Extracted material
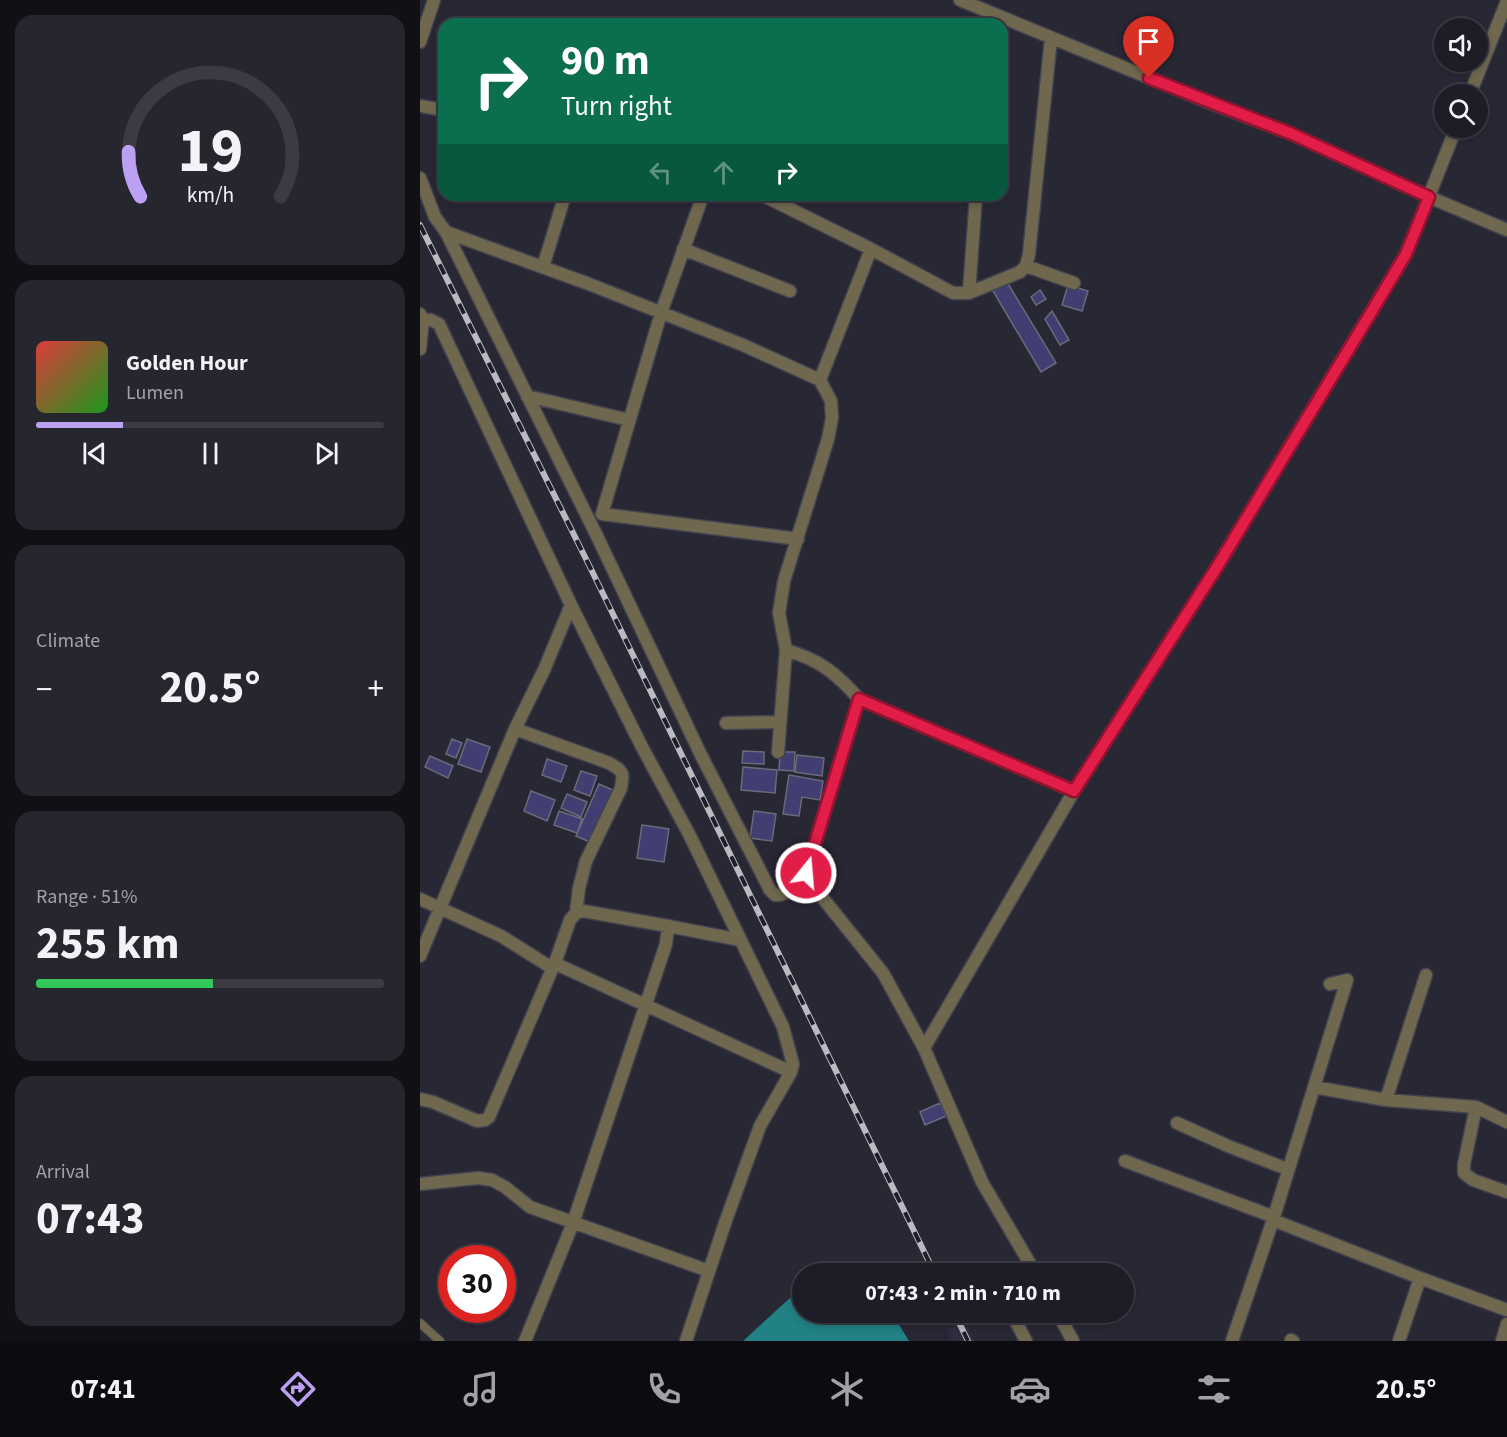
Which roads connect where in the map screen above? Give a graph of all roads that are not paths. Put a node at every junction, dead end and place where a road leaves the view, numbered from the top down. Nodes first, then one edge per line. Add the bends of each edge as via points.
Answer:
1 (434, 0) edge
2 (960, 0) edge
3 (1507, 1) edge
4 (989, 18) edge
5 (1008, 24) edge
6 (1051, 38) junction
7 (420, 42) edge
8 (1474, 84) edge
9 (420, 106) edge
10 (438, 109) edge
11 (1452, 138) edge
12 (420, 178) edge
13 (1429, 197) junction
14 (563, 201) edge
15 (701, 201) edge
16 (774, 201) edge
17 (976, 201) edge
18 (1507, 230) edge
19 (446, 232) junction
20 (683, 249) junction
21 (871, 249) junction
22 (1026, 266) junction
23 (543, 267) junction
24 (1074, 283) dead end
25 (790, 291) dead end
26 (969, 293) junction
27 (661, 313) junction
28 (422, 317) edge
29 (420, 349) edge
30 (820, 380) junction
31 (528, 396) junction
32 (629, 420) junction
33 (602, 514) junction
34 (596, 534) junction
35 (798, 539) junction
36 (571, 605) junction
37 (786, 650) junction
38 (859, 699) junction
39 (780, 722) junction
40 (726, 723) dead end
41 (515, 729) junction
42 (778, 752) dead end
43 (1074, 791) junction
44 (806, 873) junction
45 (420, 898) edge
46 (440, 908) junction
47 (576, 913) junction
48 (668, 926) junction
49 (740, 940) junction
50 (420, 956) edge
51 (553, 965) junction
52 (1426, 975) dead end
53 (1330, 984) dead end
54 (646, 1004) junction
55 (924, 1048) junction
56 (791, 1072) junction
57 (1314, 1087) junction
58 (420, 1099) edge
59 (1386, 1100) junction
60 (1476, 1107) junction
61 (1507, 1122) edge
62 (1177, 1123) dead end
63 (1125, 1161) dead end
64 (1287, 1169) junction
65 (420, 1184) edge
66 (1507, 1192) edge
67 (1274, 1218) junction
68 (573, 1223) junction
69 (1030, 1263) edge
70 (709, 1271) junction
71 (1420, 1278) junction
72 (1507, 1310) edge
73 (420, 1323) edge
74 (1017, 1323) edge
75 (1063, 1323) edge
76 (1507, 1324) edge
77 (440, 1341) edge
78 (525, 1341) edge
79 (686, 1341) edge
80 (1026, 1341) edge
81 (1072, 1341) edge
82 (1232, 1341) edge
83 (1399, 1341) edge
84 (1502, 1341) edge

1 - 7 street
2 - 4 street
3 - 8 street
5 - 6 street
6 - 13 street via 1292,134
6 - 22 street
9 - 10 street
11 - 13 street
12 - 19 street via 435,217
13 - 18 street
13 - 43 street via 1400,264 1217,567
14 - 23 street
15 - 20 street
16 - 21 street
17 - 26 street
19 - 23 street
19 - 31 street
20 - 25 street
20 - 27 street
21 - 26 street via 953,293
21 - 30 street
22 - 24 street
22 - 26 street
23 - 27 street
27 - 30 street
27 - 32 street
28 - 29 street
28 - 36 street via 439,324
30 - 35 street via 831,401 832,418
31 - 32 street
31 - 34 street
32 - 33 street
33 - 34 street
33 - 35 street
34 - 44 street via 770,890 783,896
35 - 37 street via 784,581 779,613
36 - 41 street
36 - 49 street
37 - 38 street via 828,667
37 - 39 street
38 - 43 street
38 - 44 street
39 - 40 street
39 - 42 street
41 - 46 street
41 - 47 street via 609,764 621,770 623,776 586,861
43 - 55 street
44 - 55 street via 883,973
45 - 46 street
46 - 50 street
46 - 51 street
47 - 48 street
47 - 51 street
48 - 49 street
48 - 54 street
49 - 56 street via 783,1027 792,1058
51 - 54 street
51 - 58 street via 489,1117 477,1121
52 - 59 street
53 - 57 street via 1347,980
54 - 56 street
54 - 68 street
55 - 69 street via 982,1182
56 - 70 street via 760,1126
57 - 59 street
57 - 64 street
59 - 60 street
60 - 61 street
60 - 66 street via 1464,1173
62 - 64 street
63 - 67 street
64 - 67 street
65 - 68 street via 492,1180 530,1207
67 - 71 street
67 - 82 street
68 - 70 street
68 - 78 street
70 - 79 street
71 - 72 street
71 - 83 street
73 - 77 lane
74 - 80 street
75 - 81 street
76 - 84 street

Exercise requirements
Where a line in the entries holds "dead", copy that line.

Output
Which roads connect where in the map screen above? Give a graph of all roads that are not paths. Put a node at every junction, dead end and place where a road leaves the view, numbered from the top down. Nodes first, then one edge per line. Add the bends of each edge as via points.
24 (1074, 283) dead end
25 (790, 291) dead end
40 (726, 723) dead end
42 (778, 752) dead end
52 (1426, 975) dead end
53 (1330, 984) dead end
62 (1177, 1123) dead end
63 (1125, 1161) dead end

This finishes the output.